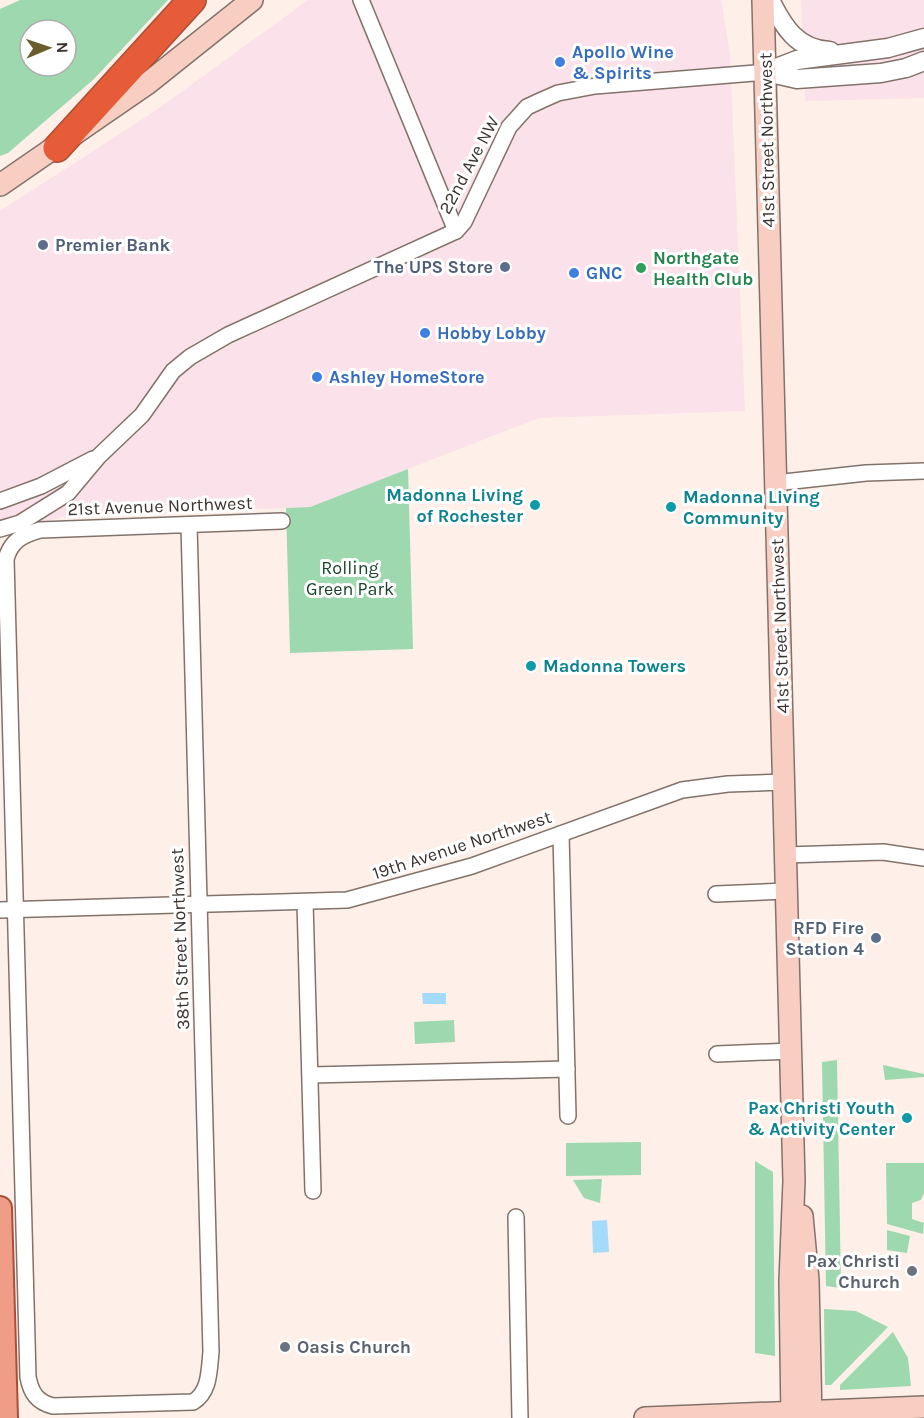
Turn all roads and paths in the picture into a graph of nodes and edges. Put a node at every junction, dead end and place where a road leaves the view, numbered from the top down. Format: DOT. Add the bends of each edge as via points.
graph roads {
  1 [pos="192,0"];
  2 [pos="252,0"];
  3 [pos="362,0"];
  4 [pos="763,0"];
  5 [pos="770,0"];
  6 [pos="924,38"];
  7 [pos="888,48"];
  8 [pos="856,52"];
  9 [pos="924,62"];
  10 [pos="766,72"];
  11 [pos="881,73"];
  12 [pos="57,148"];
  13 [pos="0,185"];
  14 [pos="456,231"];
  15 [pos="99,456"];
  16 [pos="924,471"];
  17 [pos="776,483"];
  18 [pos="0,501"];
  19 [pos="282,521"];
  20 [pos="189,525"];
  21 [pos="0,529"];
  22 [pos="784,782"];
  23 [pos="561,834"];
  24 [pos="786,855"];
  25 [pos="924,858"];
  26 [pos="786,891"];
  27 [pos="716,894"];
  28 [pos="305,902"];
  29 [pos="199,904"];
  30 [pos="7,910"];
  31 [pos="791,1051"];
  32 [pos="717,1054"];
  33 [pos="567,1069"];
  34 [pos="311,1075"];
  35 [pos="568,1116"];
  36 [pos="313,1191"];
  37 [pos="0,1208"];
  38 [pos="516,1217"];
  39 [pos="924,1407"];
  40 [pos="802,1414"];
  41 [pos="6,1418"];
  42 [pos="520,1418"];
  43 [pos="645,1418"];
  1 -- 12 [label="highway"];
  2 -- 12 [label="main road" via="170,67"];
  3 -- 14 [label="street"];
  4 -- 10 [label="main road, 41st Street Northwest"];
  5 -- 8 [label="street" via="798,41 824,51"];
  6 -- 7 [label="street"];
  7 -- 8 [label="street"];
  7 -- 11 [label="street"];
  8 -- 10 [label="street" via="797,60"];
  9 -- 11 [label="street"];
  10 -- 11 [label="street" via="797,79"];
  10 -- 14 [label="street, 22nd Ave NW" via="595,86 558,93 527,107 509,127 464,222"];
  10 -- 17 [label="main road, 41st Street Northwest"];
  12 -- 13 [label="main road"];
  14 -- 15 [label="street, 22nd Ave NW" via="228,335 190,357 173,371 142,415"];
  15 -- 18 [label="street" via="41,486"];
  15 -- 21 [label="street" via="68,493 20,523"];
  16 -- 17 [label="street"];
  17 -- 22 [label="main road, 41st Street Northwest"];
  19 -- 20 [label="street, 21st Avenue Northwest"];
  20 -- 29 [label="street, 38th Street Northwest"];
  20 -- 30 [label="street, 21st Avenue Northwest" via="40,530 16,540 9,548"];
  22 -- 23 [label="street, 19th Avenue Northwest" via="682,790"];
  22 -- 24 [label="main road, 41st Street Northwest"];
  23 -- 28 [label="street, 19th Avenue Northwest" via="376,894"];
  23 -- 33 [label="street"];
  24 -- 25 [label="street" via="883,852"];
  24 -- 26 [label="main road, 41st Street Northwest"];
  26 -- 27 [label="street"];
  26 -- 31 [label="main road, 41st Street Northwest"];
  28 -- 29 [label="street, 19th Avenue Northwest"];
  28 -- 34 [label="street"];
  29 -- 30 [label="street, 19th Avenue Northwest"];
  29 -- 30 [label="street, 38th Street Northwest" via="211,1352 204,1393 184,1403 53,1406 32,1394 28,1377"];
  31 -- 32 [label="street"];
  31 -- 40 [label="main road, 41st Street Northwest" via="794,1181 806,1249"];
  33 -- 34 [label="street"];
  33 -- 35 [label="street"];
  34 -- 36 [label="street"];
  37 -- 41 [label="main road"];
  38 -- 42 [label="street"];
  39 -- 40 [label="main road"];
  40 -- 43 [label="main road"];
}
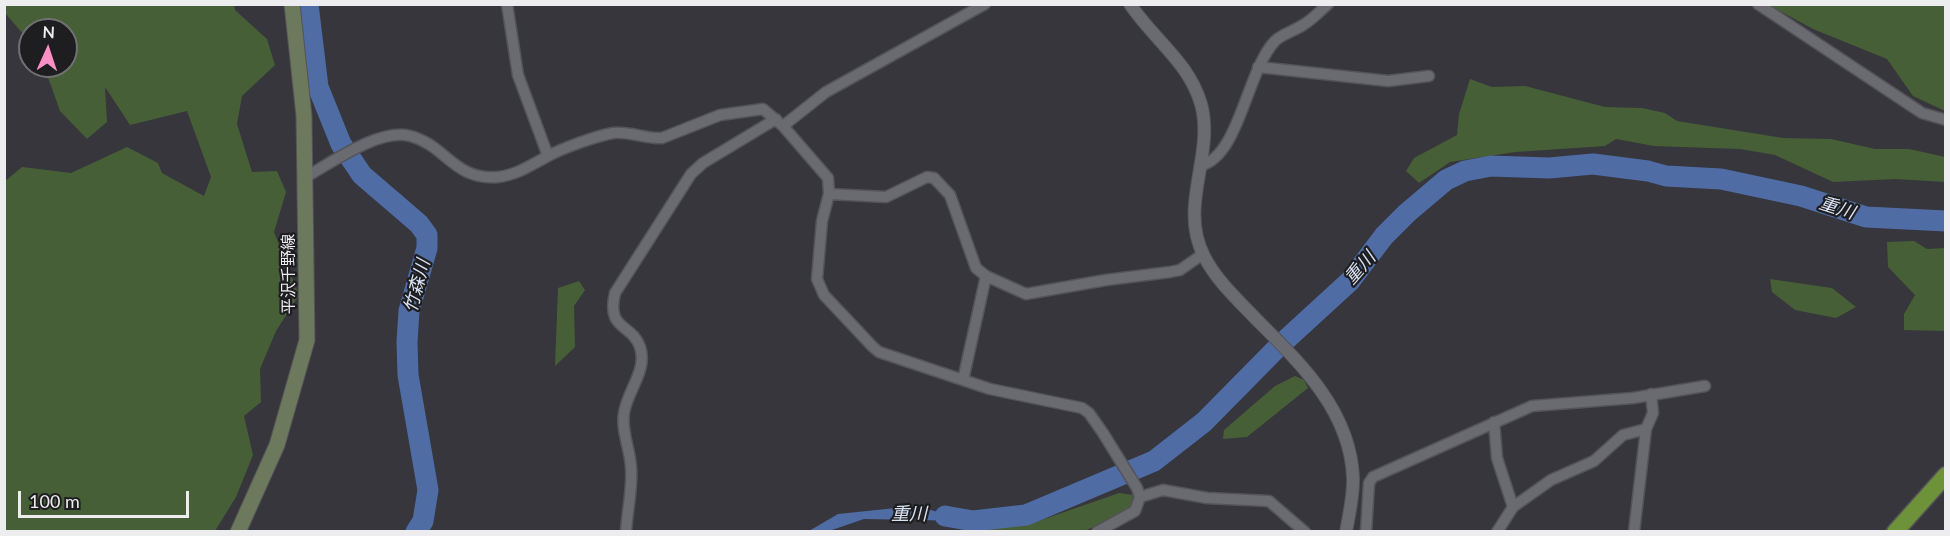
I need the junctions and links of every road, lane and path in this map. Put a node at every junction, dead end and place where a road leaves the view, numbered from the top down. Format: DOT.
graph roads {
  1 [pos="292,4"];
  2 [pos="507,4"];
  3 [pos="985,4"];
  4 [pos="1130,4"];
  5 [pos="1328,4"];
  6 [pos="1758,4"];
  7 [pos="1258,67"];
  8 [pos="1429,76"];
  9 [pos="1946,120"];
  10 [pos="780,123"];
  11 [pos="548,156"];
  12 [pos="1200,166"];
  13 [pos="306,177"];
  14 [pos="829,194"];
  15 [pos="1203,254"];
  16 [pos="986,276"];
  17 [pos="963,380"];
  18 [pos="1705,386"];
  19 [pos="1651,394"];
  20 [pos="1494,422"];
  21 [pos="1646,429"];
  22 [pos="1946,475"];
  23 [pos="1139,492"];
  24 [pos="1513,507"];
  25 [pos="238,531"];
  26 [pos="626,531"];
  27 [pos="1097,531"];
  28 [pos="1305,531"];
  29 [pos="1346,531"];
  30 [pos="1366,531"];
  31 [pos="1497,531"];
  32 [pos="1634,531"];
  33 [pos="1895,531"];
  1 -- 13 [label="main road, 平沢千野線"];
  2 -- 11 [label="street"];
  3 -- 10 [label="street"];
  4 -- 12 [label="street"];
  5 -- 7 [label="street"];
  6 -- 9 [label="street"];
  7 -- 8 [label="street"];
  7 -- 12 [label="street"];
  10 -- 11 [label="street"];
  10 -- 14 [label="street"];
  10 -- 26 [label="street"];
  11 -- 13 [label="street"];
  12 -- 15 [label="street"];
  13 -- 25 [label="main road, 平沢千野線"];
  14 -- 16 [label="street"];
  14 -- 17 [label="street"];
  15 -- 16 [label="street"];
  15 -- 29 [label="street"];
  16 -- 17 [label="street"];
  17 -- 23 [label="street"];
  18 -- 19 [label="street"];
  19 -- 20 [label="street"];
  19 -- 21 [label="street"];
  20 -- 24 [label="street"];
  20 -- 30 [label="street"];
  21 -- 24 [label="street"];
  21 -- 32 [label="street"];
  22 -- 33 [label="highway"];
  23 -- 27 [label="street"];
  23 -- 28 [label="street"];
  24 -- 31 [label="street"];
}
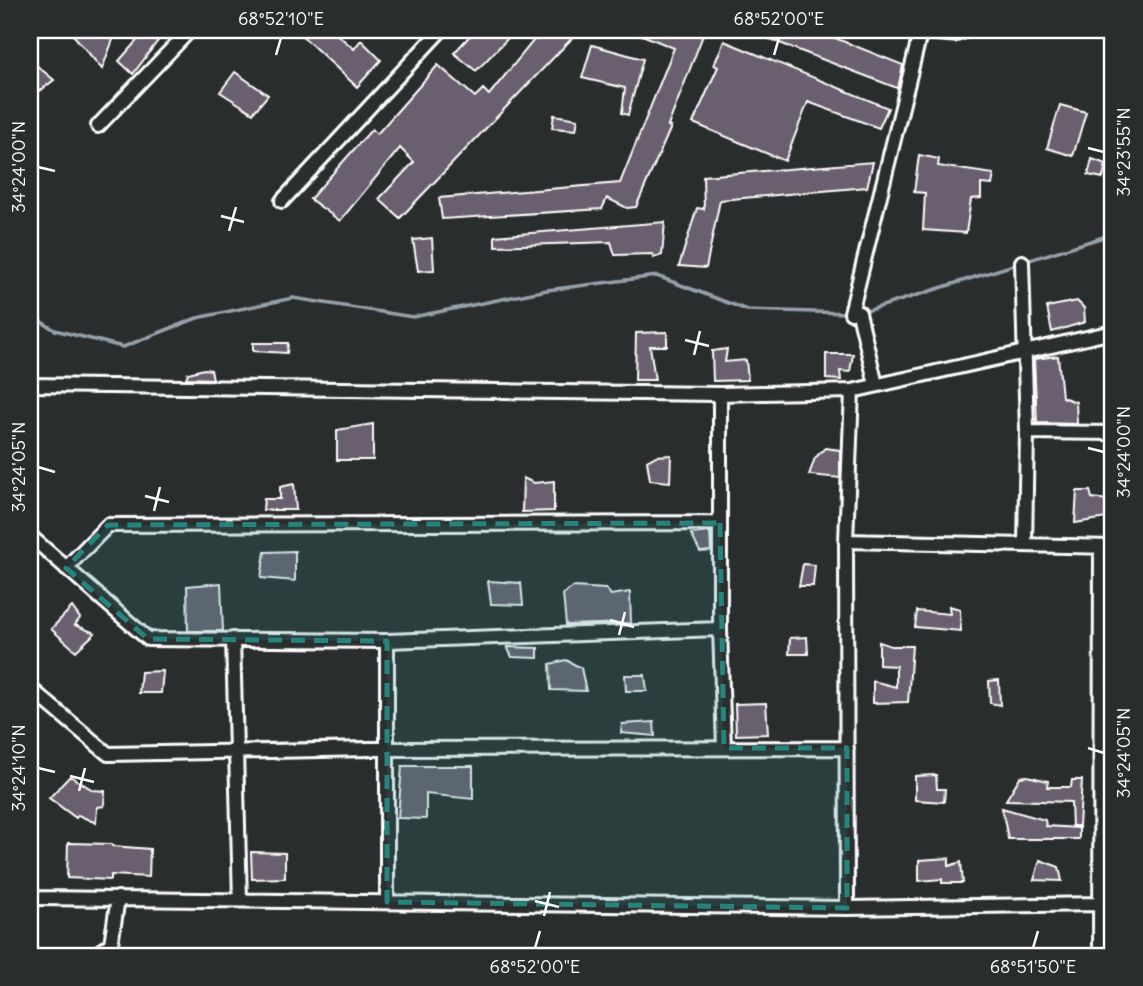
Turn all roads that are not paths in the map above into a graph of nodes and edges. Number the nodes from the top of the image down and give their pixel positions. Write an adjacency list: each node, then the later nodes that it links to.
1 (190, 30): 5 (street)
2 (441, 30): 6 (street)
3 (919, 30): 4 (main road); 11 (street)
4 (962, 30)
5 (98, 126)
6 (282, 201)
7 (1022, 262): 9 (street)
8 (1113, 332): 9 (street)
9 (1024, 352): 11 (street); 14 (street)
10 (30, 385): 13 (street)
11 (876, 385): 12 (street)
12 (852, 391): 13 (street); 18 (street)
13 (720, 394): 16 (street)
14 (1027, 432): 15 (street); 19 (street)
15 (1113, 433)
16 (720, 523): 21 (street); 22 (street)
17 (30, 536): 21 (street)
18 (846, 541): 19 (street); 29 (street)
19 (1025, 545): 20 (street)
20 (1107, 547): 25 (street)
21 (66, 568): 23 (street)
22 (720, 629): 24 (street); 28 (street)
23 (233, 639): 24 (street); 31 (street)
24 (387, 641): 30 (street)
25 (1099, 683): 26 (street); 36 (street)
26 (1113, 683)
27 (30, 688): 31 (street)
28 (724, 748): 29 (street); 30 (street)
29 (847, 748): 37 (street)
30 (385, 749): 31 (street); 35 (street)
31 (236, 752): 34 (street)
32 (30, 892): 33 (street)
33 (118, 898): 34 (street); 38 (street)
34 (240, 900): 35 (street)
35 (387, 902): 37 (street)
36 (1100, 904): 37 (street); 39 (street)
37 (847, 908)
38 (93, 956)
39 (1100, 956)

★ ★ ★ ★ ★ ★ ★

=== Problem ===
Copy every line above in which the string "where" shows up.

=== Exercise result ===
Turn all roads and paths in the picture into a graph of nodes and edges. Put a node at every junction, dead end and place where a road leaves the view, numbered from the top down. Format: DOT. Add the bends of each edge as via points.
I need the junctions and links of every road, lane and path in this map. Put a node at every junction, dead end and place where a road leaves the view, numbered from the top down. Format: DOT.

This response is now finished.